**ACTION ITEM:** Pull every line of the entries that has the word "bottom".

**RECORDED INFORMATION:**
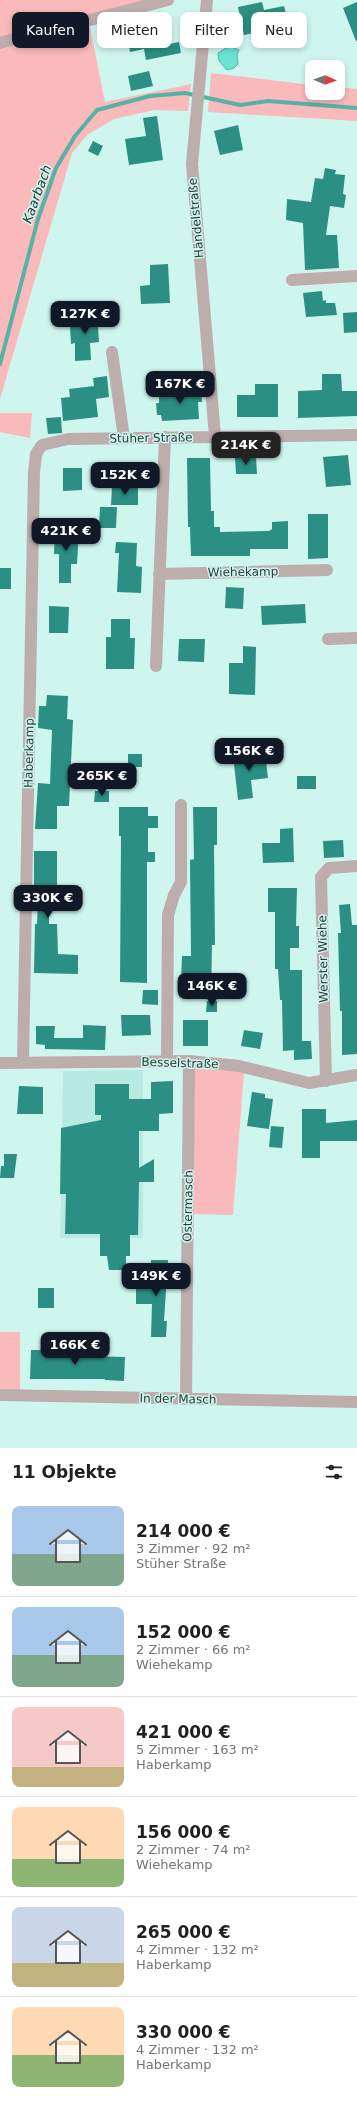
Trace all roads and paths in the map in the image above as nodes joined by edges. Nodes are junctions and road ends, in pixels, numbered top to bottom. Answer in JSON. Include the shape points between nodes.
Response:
{"nodes":[{"id":1,"x":168,"y":0,"type":"edge"},
{"id":2,"x":207,"y":0,"type":"edge"},
{"id":3,"x":0,"y":43,"type":"edge"},
{"id":4,"x":357,"y":276,"type":"edge"},
{"id":5,"x":292,"y":280,"type":"dead end"},
{"id":6,"x":112,"y":352,"type":"dead end"},
{"id":7,"x":357,"y":435,"type":"edge"},
{"id":8,"x":215,"y":436,"type":"junction"},
{"id":9,"x":124,"y":438,"type":"junction"},
{"id":10,"x":165,"y":438,"type":"junction"},
{"id":11,"x":42,"y":445,"type":"joint"},
{"id":12,"x":327,"y":570,"type":"dead end"},
{"id":13,"x":159,"y":574,"type":"junction"},
{"id":14,"x":357,"y":638,"type":"edge"},
{"id":15,"x":328,"y":639,"type":"dead end"},
{"id":16,"x":156,"y":666,"type":"dead end"},
{"id":17,"x":181,"y":805,"type":"dead end"},
{"id":18,"x":357,"y":866,"type":"edge"},
{"id":19,"x":167,"y":1061,"type":"junction"},
{"id":20,"x":190,"y":1061,"type":"junction"},
{"id":21,"x":23,"y":1062,"type":"junction"},
{"id":22,"x":0,"y":1063,"type":"edge"},
{"id":23,"x":357,"y":1075,"type":"edge"},
{"id":24,"x":326,"y":1082,"type":"junction"},
{"id":25,"x":0,"y":1395,"type":"edge"},
{"id":26,"x":186,"y":1399,"type":"junction"},
{"id":27,"x":357,"y":1402,"type":"edge"}],
"edges":[{"from":1,"to":3,"type":"street"},
{"from":2,"to":8,"type":"street","name":"Händelstraße","via":[[192,164]]},
{"from":4,"to":5,"type":"street"},
{"from":6,"to":9,"type":"street"},
{"from":7,"to":8,"type":"street","name":"Stüher Straße"},
{"from":8,"to":10,"type":"street","name":"Stüher Straße"},
{"from":9,"to":10,"type":"street","name":"Stüher Straße"},
{"from":9,"to":11,"type":"street","name":"Stüher Straße","via":[[68,439]]},
{"from":10,"to":13,"type":"street"},
{"from":11,"to":21,"type":"street","name":"Haberkamp","via":[[36,454],[34,473]]},
{"from":12,"to":13,"type":"street","name":"Wiehekamp"},
{"from":13,"to":16,"type":"street"},
{"from":14,"to":15,"type":"street"},
{"from":17,"to":19,"type":"street","via":[[181,882],[168,915]]},
{"from":18,"to":24,"type":"street","name":"Werster Wiehe","via":[[330,868],[321,877]]},
{"from":19,"to":20,"type":"street","name":"Besselstraße"},
{"from":19,"to":21,"type":"street","name":"Besselstraße"},
{"from":20,"to":24,"type":"street","name":"Besselstraße","via":[[239,1066],[309,1082]]},
{"from":20,"to":26,"type":"street","name":"Ostermasch"},
{"from":21,"to":22,"type":"street","name":"Besselstraße"},
{"from":23,"to":24,"type":"street","name":"Besselstraße"},
{"from":25,"to":26,"type":"street","name":"In der Masch"},
{"from":26,"to":27,"type":"street","name":"In der Masch"}]}
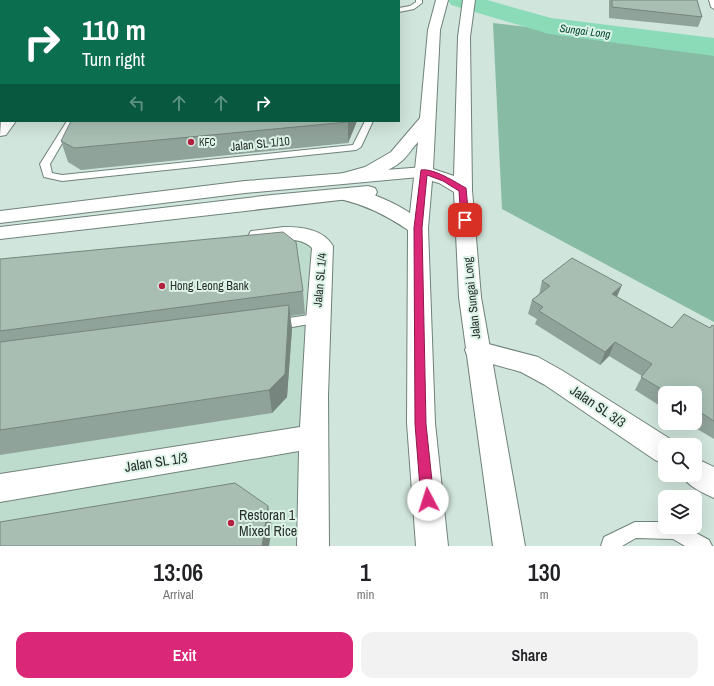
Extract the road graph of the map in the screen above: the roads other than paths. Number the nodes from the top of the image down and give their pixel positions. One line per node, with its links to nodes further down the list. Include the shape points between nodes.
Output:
1 (419, 0): 6 (lane, via 412,8)
2 (442, 0): 7 (street, via 434,30)
3 (468, 0): 15 (street, Jalan Sungai Long)
4 (712, 0): 5 (lane)
5 (714, 7)
6 (400, 10)
7 (428, 118): 14 (street); 16 (street, via 397,156)
8 (7, 122): 11 (street)
9 (70, 122): 13 (lane)
10 (368, 122): 13 (lane, Jalan SL 1/10, via 356,147 62,178 48,175 44,164)
11 (0, 131)
12 (78, 134): 13 (lane)
13 (62, 135)
14 (423, 179): 15 (street); 16 (street); 18 (street)
15 (457, 180): 23 (street, Jalan Sungai Long)
16 (347, 186): 17 (street, via 245,188); 18 (street, via 389,208); 19 (street, via 265,202)
17 (0, 217)
18 (418, 228): 30 (street, via 421,424)
19 (0, 233)
20 (241, 238): 21 (street, Jalan SL 1/4, via 303,234 320,242 323,246)
21 (316, 319): 22 (lane); 24 (street, Jalan SL 1/4)
22 (261, 327)
23 (477, 350): 25 (street, Jalan SL 3/3, via 529,364); 31 (street, Jalan Sungai Long)
24 (312, 437): 28 (street, Jalan SL 1/3); 29 (street, Jalan SL 1/4)
25 (658, 446)
26 (702, 476): 27 (street)
27 (714, 484)
28 (0, 488)
29 (313, 546)
30 (432, 546)
31 (509, 546)
32 (610, 546): 33 (lane, via 610,543 635,530 675,531)
33 (703, 546)

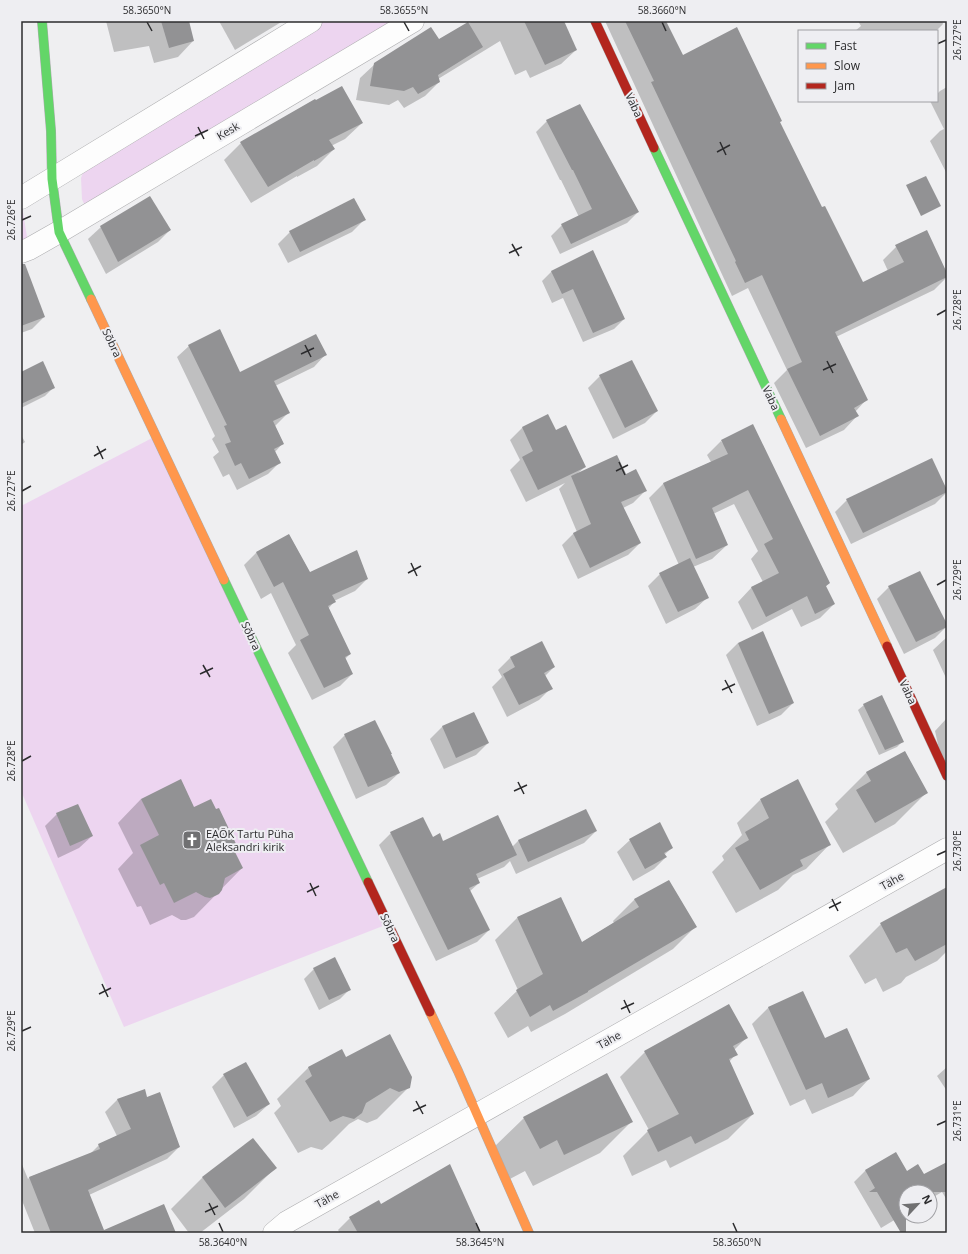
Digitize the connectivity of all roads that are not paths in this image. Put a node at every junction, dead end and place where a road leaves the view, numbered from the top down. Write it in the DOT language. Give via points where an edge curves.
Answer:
graph roads {
  1 [pos="42,21"];
  2 [pos="311,21"];
  3 [pos="413,21"];
  4 [pos="594,21"];
  5 [pos="52,179"];
  6 [pos="21,198"];
  7 [pos="59,232"];
  8 [pos="21,252"];
  9 [pos="947,776"];
  10 [pos="947,849"];
  11 [pos="477,1114"];
  12 [pos="274,1233"];
  13 [pos="529,1233"];
  1 -- 5 [label="street, Sõbra"];
  2 -- 5 [label="street"];
  3 -- 7 [label="street, Kesk"];
  4 -- 9 [label="street, Vaba"];
  5 -- 6 [label="street"];
  5 -- 7 [label="street, Sõbra"];
  7 -- 8 [label="street, Kesk"];
  7 -- 11 [label="street, Sõbra"];
  10 -- 11 [label="street, Tähe"];
  11 -- 12 [label="street, Tähe" via="287,1222"];
  11 -- 13 [label="street, Sõbra"];
}
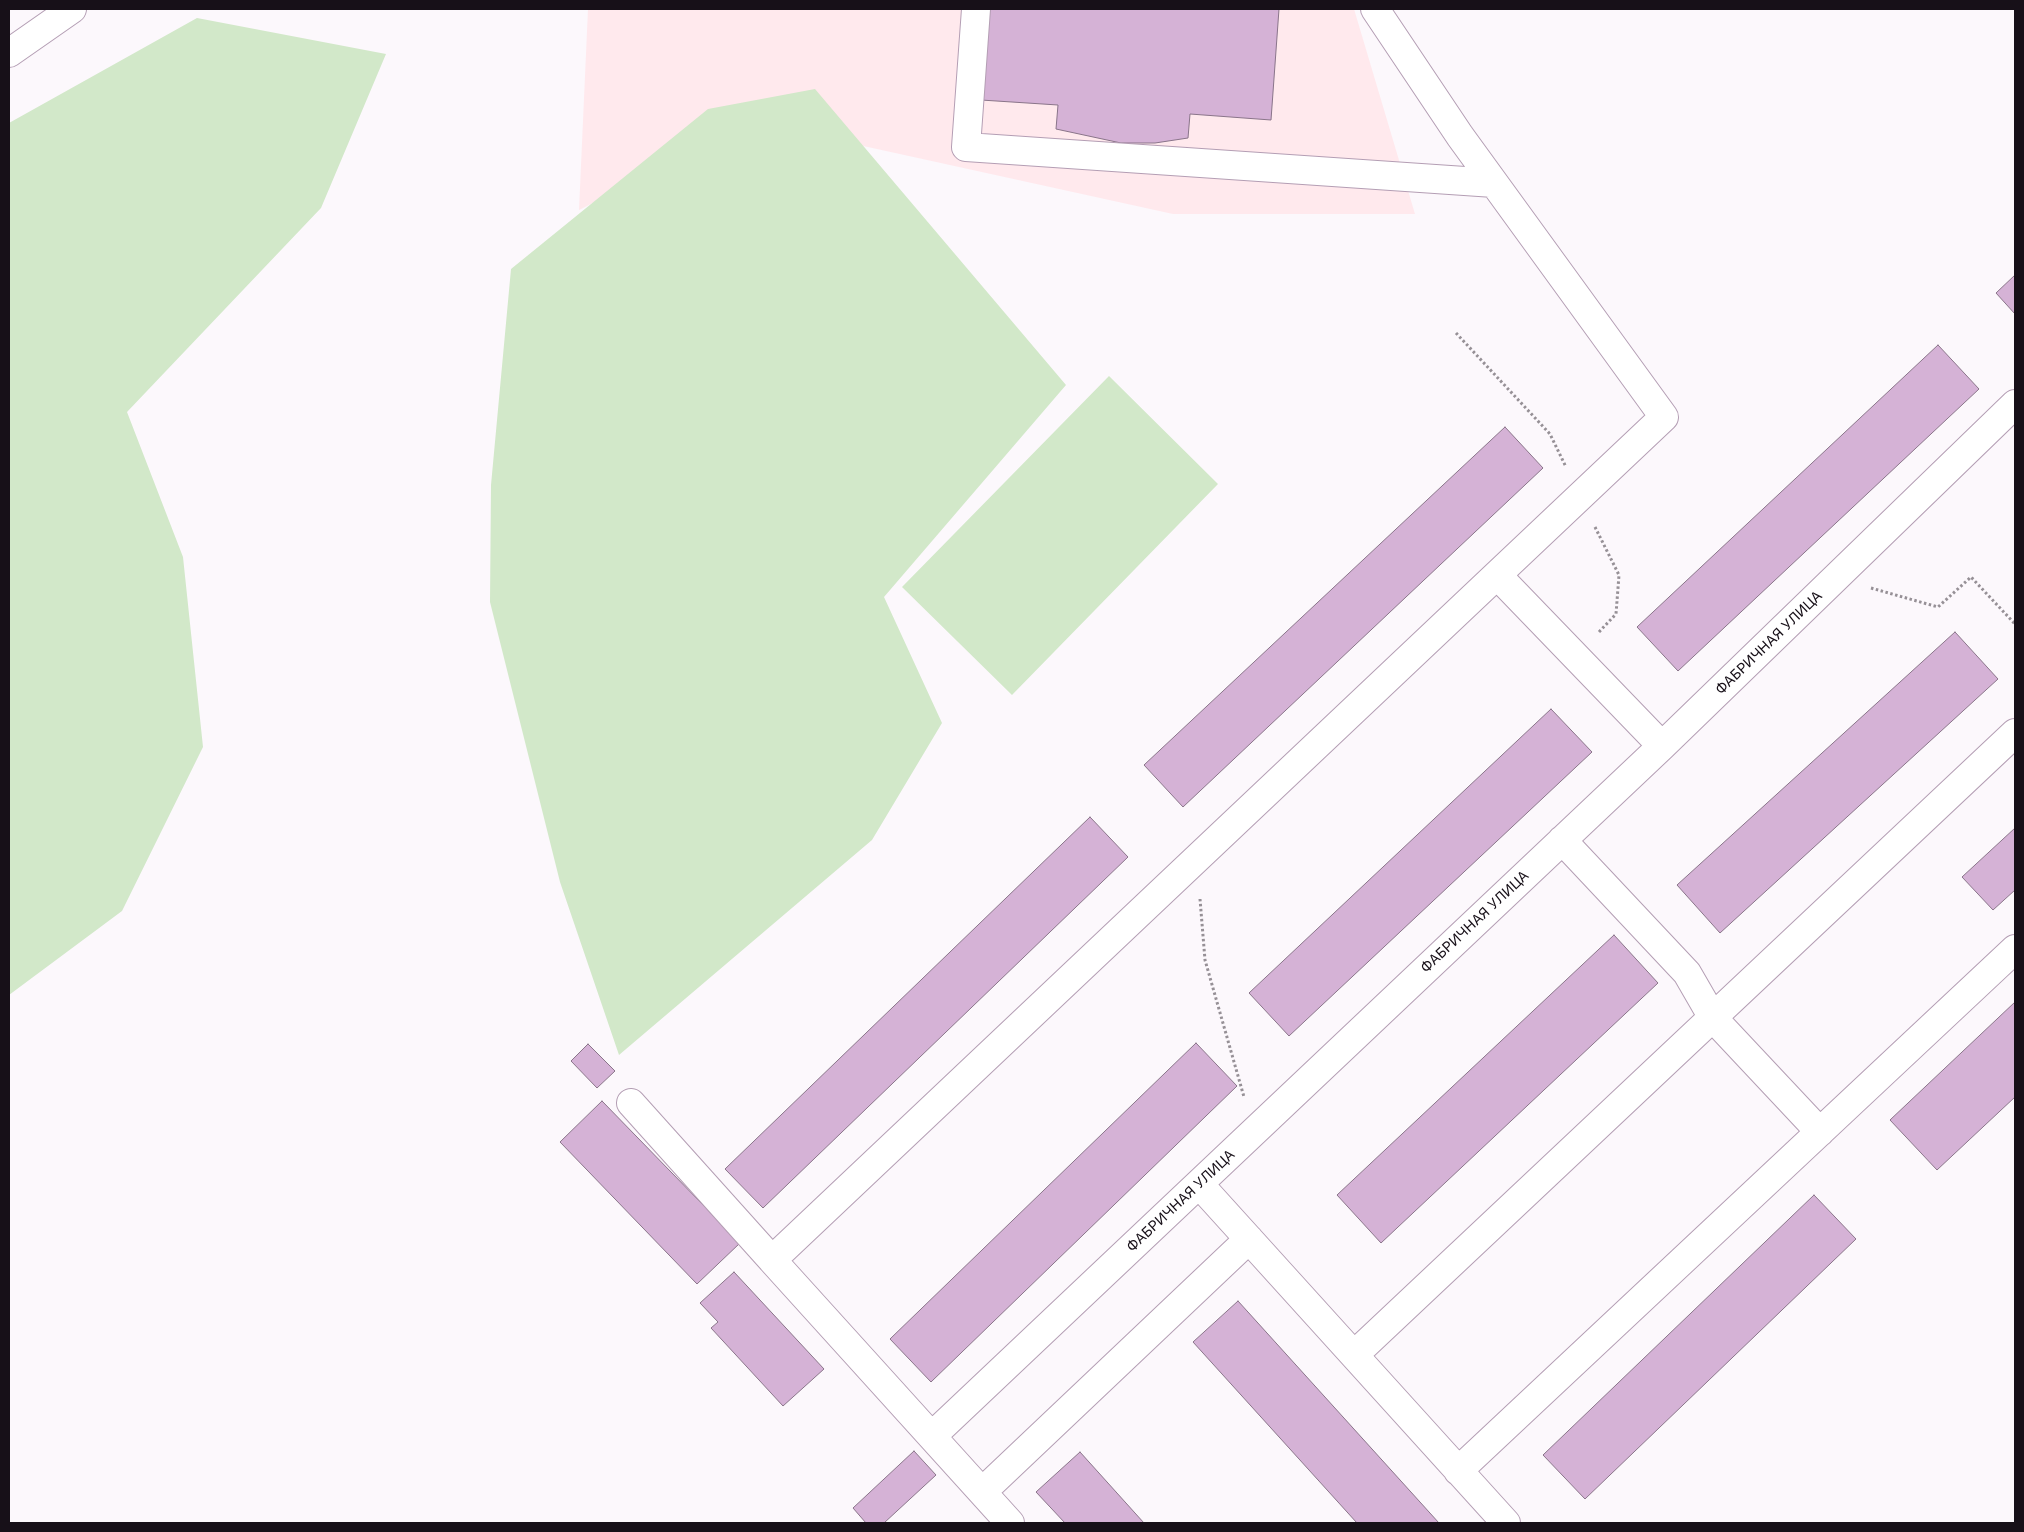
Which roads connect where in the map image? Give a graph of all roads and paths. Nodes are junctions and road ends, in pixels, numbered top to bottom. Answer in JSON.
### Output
{"nodes":[{"id":1,"x":72,"y":9,"type":"edge"},
{"id":2,"x":976,"y":9,"type":"edge"},
{"id":3,"x":1375,"y":9,"type":"edge"},
{"id":4,"x":9,"y":53,"type":"edge"},
{"id":5,"x":1494,"y":184,"type":"junction"},
{"id":6,"x":2015,"y":404,"type":"edge"},
{"id":7,"x":1497,"y":575,"type":"junction"},
{"id":8,"x":1836,"y":577,"type":"junction"},
{"id":9,"x":2015,"y":624,"type":"edge"},
{"id":10,"x":2015,"y":733,"type":"edge"},
{"id":11,"x":1662,"y":746,"type":"junction"},
{"id":12,"x":1562,"y":840,"type":"junction"},
{"id":13,"x":1198,"y":857,"type":"junction"},
{"id":14,"x":2015,"y":949,"type":"edge"},
{"id":15,"x":1712,"y":1018,"type":"junction"},
{"id":16,"x":631,"y":1103,"type":"dead end"},
{"id":17,"x":1254,"y":1132,"type":"junction"},
{"id":18,"x":1820,"y":1132,"type":"junction"},
{"id":19,"x":1199,"y":1184,"type":"junction"},
{"id":20,"x":1249,"y":1239,"type":"junction"},
{"id":21,"x":772,"y":1260,"type":"junction"},
{"id":22,"x":1354,"y":1355,"type":"junction"},
{"id":23,"x":932,"y":1436,"type":"junction"},
{"id":24,"x":1458,"y":1471,"type":"junction"},
{"id":25,"x":982,"y":1492,"type":"junction"},
{"id":26,"x":1010,"y":1523,"type":"edge"},
{"id":27,"x":1506,"y":1523,"type":"edge"}],
"edges":[{"from":1,"to":4,"type":"street"},
{"from":2,"to":5,"type":"street"},
{"from":3,"to":5,"type":"street"},
{"from":5,"to":7,"type":"street"},
{"from":6,"to":8,"type":"street","name":"ФАБРИЧНАЯ УЛИЦА"},
{"from":7,"to":11,"type":"street"},
{"from":7,"to":13,"type":"street"},
{"from":8,"to":9,"type":"path"},
{"from":8,"to":11,"type":"street","name":"ФАБРИЧНАЯ УЛИЦА"},
{"from":10,"to":15,"type":"street"},
{"from":11,"to":12,"type":"street","name":"ФАБРИЧНАЯ УЛИЦА"},
{"from":12,"to":15,"type":"street"},
{"from":12,"to":17,"type":"street","name":"ФАБРИЧНАЯ УЛИЦА"},
{"from":13,"to":17,"type":"path"},
{"from":13,"to":21,"type":"street"},
{"from":14,"to":18,"type":"street"},
{"from":15,"to":18,"type":"street"},
{"from":15,"to":22,"type":"street"},
{"from":16,"to":21,"type":"street"},
{"from":17,"to":19,"type":"street","name":"ФАБРИЧНАЯ УЛИЦА"},
{"from":18,"to":24,"type":"street"},
{"from":19,"to":20,"type":"street"},
{"from":19,"to":23,"type":"street","name":"ФАБРИЧНАЯ УЛИЦА"},
{"from":20,"to":22,"type":"street"},
{"from":20,"to":25,"type":"street"},
{"from":21,"to":23,"type":"street"},
{"from":22,"to":24,"type":"street"},
{"from":23,"to":25,"type":"street"},
{"from":24,"to":27,"type":"street"},
{"from":25,"to":26,"type":"street"}]}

**ANSWER BOX:**
Trace all roads and paths in the map in the image above as nodes joined by edges. Nodes are junctions and road ends, in pixels, numbered top to bottom. Answer in JSON. Include the shape points between nodes.
Which roads connect where in the map image? Give a graph of all roads and paths. Nodes are junctions and road ends, in pixels, numbered top to bottom. Answer in JSON.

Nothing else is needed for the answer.